Extinct genus of temnospondyls

Cochleosaurus (“spoon lizard”, from the Latin cochlear "spoon" and Greek sauros “lizard”) were medium-sized edopoid temnospondyls that lived in Euramerica during the Moscovian age. Two species, C. bohemicus and C. florensis, have been identified from the fossil record.

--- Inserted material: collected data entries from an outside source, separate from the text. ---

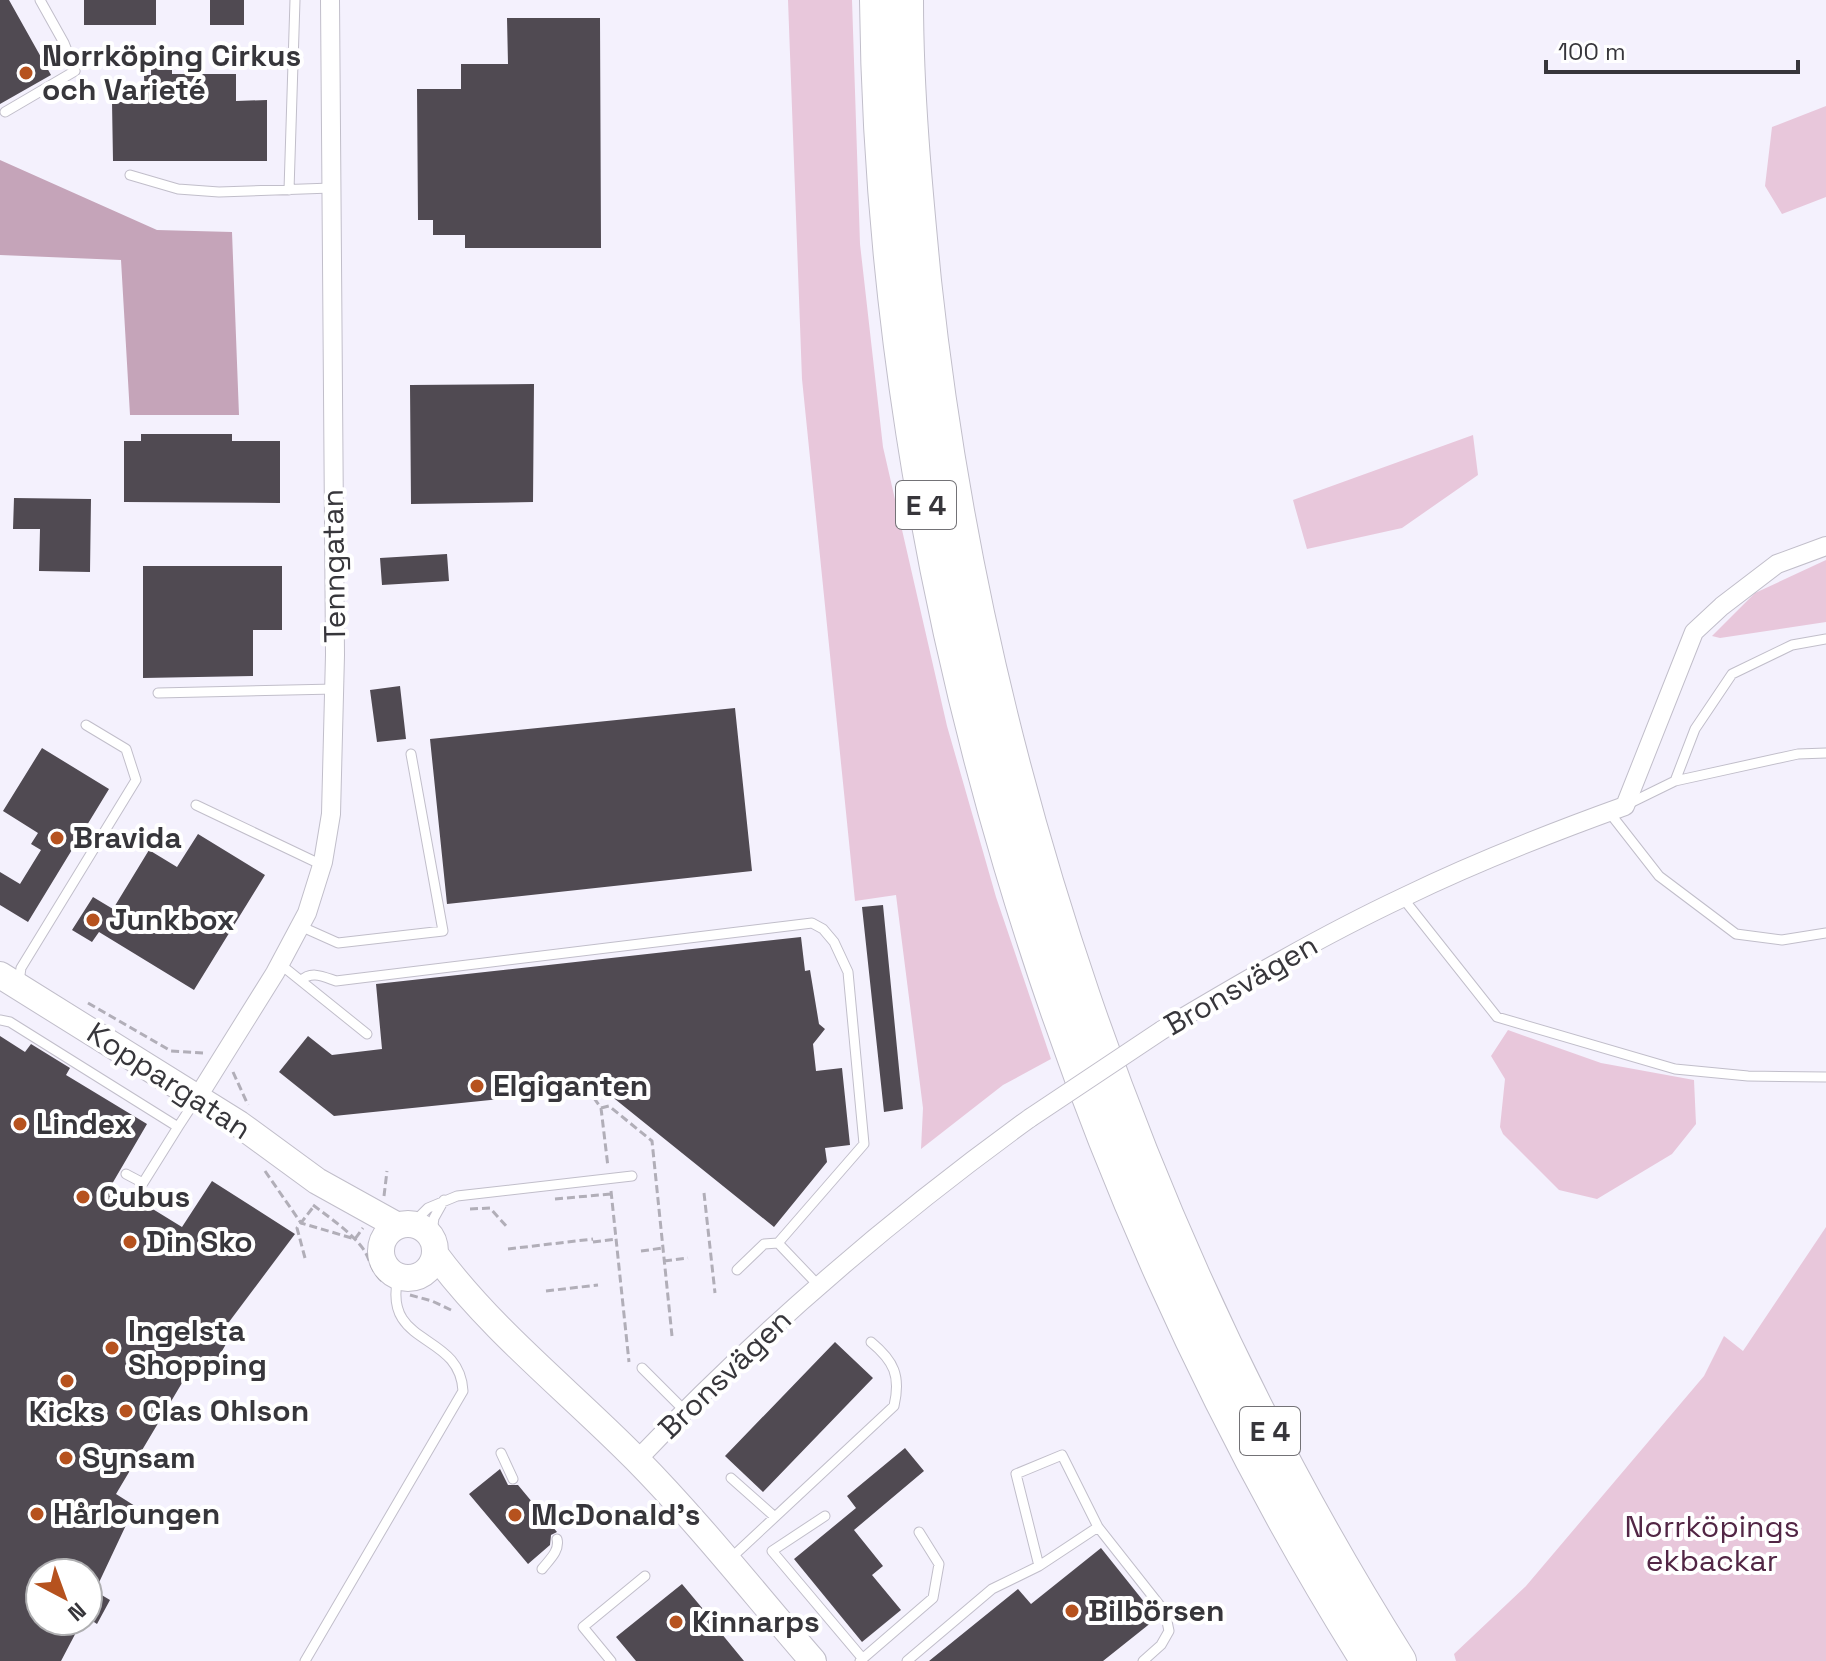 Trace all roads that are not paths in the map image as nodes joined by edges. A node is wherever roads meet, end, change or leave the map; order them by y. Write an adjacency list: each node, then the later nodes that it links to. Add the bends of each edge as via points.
1 (40, 0): 6 (lane, via 75,71)
2 (295, 0): 9 (lane)
3 (330, 0): 8 (street, Tenngatan)
4 (877, 0): 65 (highway, E 4, via 883,184 906,379 948,614 1007,852 1053,996 1131,1202 1188,1333 1261,1478)
5 (906, 0): 66 (highway, E 4, via 914,182 935,379 1001,715 1076,983 1215,1321 1286,1463)
6 (5, 112)
7 (130, 175): 9 (lane, via 178,189)
8 (331, 188): 9 (lane); 12 (street, Tenngatan)
9 (289, 190)
10 (1826, 546): 19 (street, via 1777,564 1694,632)
11 (1826, 639): 17 (lane, via 1792,645 1732,674 1695,729)
12 (335, 689): 13 (lane); 20 (street, Tenngatan, via 331,814)
13 (158, 693)
14 (86, 725): 26 (lane, via 126,749 136,780 21,968)
15 (1826, 753): 17 (lane, via 1798,754)
16 (411, 754): 22 (lane, via 443,931 338,943)
17 (1675, 781): 19 (lane)
18 (196, 805): 20 (lane)
19 (1617, 809): 21 (street, Bronsvägen, via 1506,850); 23 (lane, via 1659,876 1736,934 1782,940)
20 (322, 865): 22 (street, Tenngatan)
21 (1402, 897): 29 (lane, via 1497,1017 1675,1069); 41 (street, Bronsvägen, bridge, via 1162,1030 922,1198)
22 (300, 926): 24 (street, Tenngatan)
23 (1826, 933)
24 (280, 964): 25 (lane); 30 (street, Tenngatan)
25 (301, 981): 28 (lane); 37 (lane, via 314,975 336,981 812,923 823,929 848,972 864,1144)
26 (6, 982): 30 (street, Koppargatan)
27 (0, 1020): 31 (lane)
28 (367, 1034)
29 (1826, 1077)
30 (197, 1098): 31 (lane); 34 (street, Koppargatan, via 239,1124)
31 (178, 1127): 32 (lane, via 143,1183)
32 (126, 1174)
33 (632, 1176): 35 (lane)
34 (314, 1196): 36 (street, Koppargatan); 38 (street, Koppargatan)
35 (444, 1200): 36 (lane); 36 (lane, via 428,1208)
36 (419, 1235): 38 (street, via 386,1235); 40 (street, via 429,1269); 42 (street, Koppargatan)
37 (778, 1243): 39 (lane, via 764,1244); 41 (lane)
38 (380, 1249): 40 (street, via 384,1266)
39 (737, 1270)
40 (403, 1281): 42 (street, Koppargatan, via 449,1295); 60 (lane, via 395,1306 402,1321 457,1364 463,1391)
41 (818, 1285): 45 (street, Bronsvägen)
42 (501, 1330): 47 (street, Koppargatan)
43 (871, 1342): 51 (lane, via 886,1355 898,1385 894,1406)
44 (642, 1368): 45 (lane)
45 (685, 1411): 47 (street, Bronsvägen)
46 (501, 1453): 49 (lane)
47 (637, 1460): 55 (street, Koppargatan)
48 (731, 1478): 51 (lane)
49 (513, 1479)
50 (825, 1516): 59 (lane, via 772,1551)
51 (775, 1517): 55 (lane)
52 (1098, 1527): 56 (lane); 56 (lane, via 1062,1455 1016,1474); 64 (lane, via 1165,1612 1169,1631)
53 (919, 1532): 59 (lane, via 939,1564 933,1598)
54 (557, 1539): 57 (lane, via 555,1554)
55 (728, 1560): 62 (street, Koppargatan)
56 (1039, 1566): 63 (lane, via 992,1589)
57 (542, 1569)
58 (645, 1576): 61 (lane, via 583,1627)
59 (862, 1660)
60 (305, 1661)
61 (611, 1661)
62 (813, 1661)
63 (907, 1661)
64 (1143, 1661)
65 (1368, 1661)
66 (1399, 1661)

Both species lived in equatorial saltwater marshes with highly variable water depth. The majority of Cochleosaurus remains have been discovered in fossil assemblages in the Late Carboniferous Sydney Coalfield in Nova Scotia and the Kladno Formation in the Czech Republic.

== History ==
The first Cochleosaurus specimen to be discovered was excavated by Antonín Jan Frič in the Westphalian D fossil deposits in Nýřany, Czech Republic, in 1879. Due to the incomplete skeleton, he believed it to be a new species of Melosaurus, which he named Melosaurus bohemicus. After more detailed analysis in 1885, Frič realized the specimens belonged to a new genus, and renamed the species Cochleosaurus bohemicus; the “spoon” references the curved processes in the supraorbital bones, while bohemicus commemorates the region in which the fossil was found. The first specimens described were later discovered to be juveniles, with adult specimens of C. bohemicus first being analyzed by S. Sequera in 2003.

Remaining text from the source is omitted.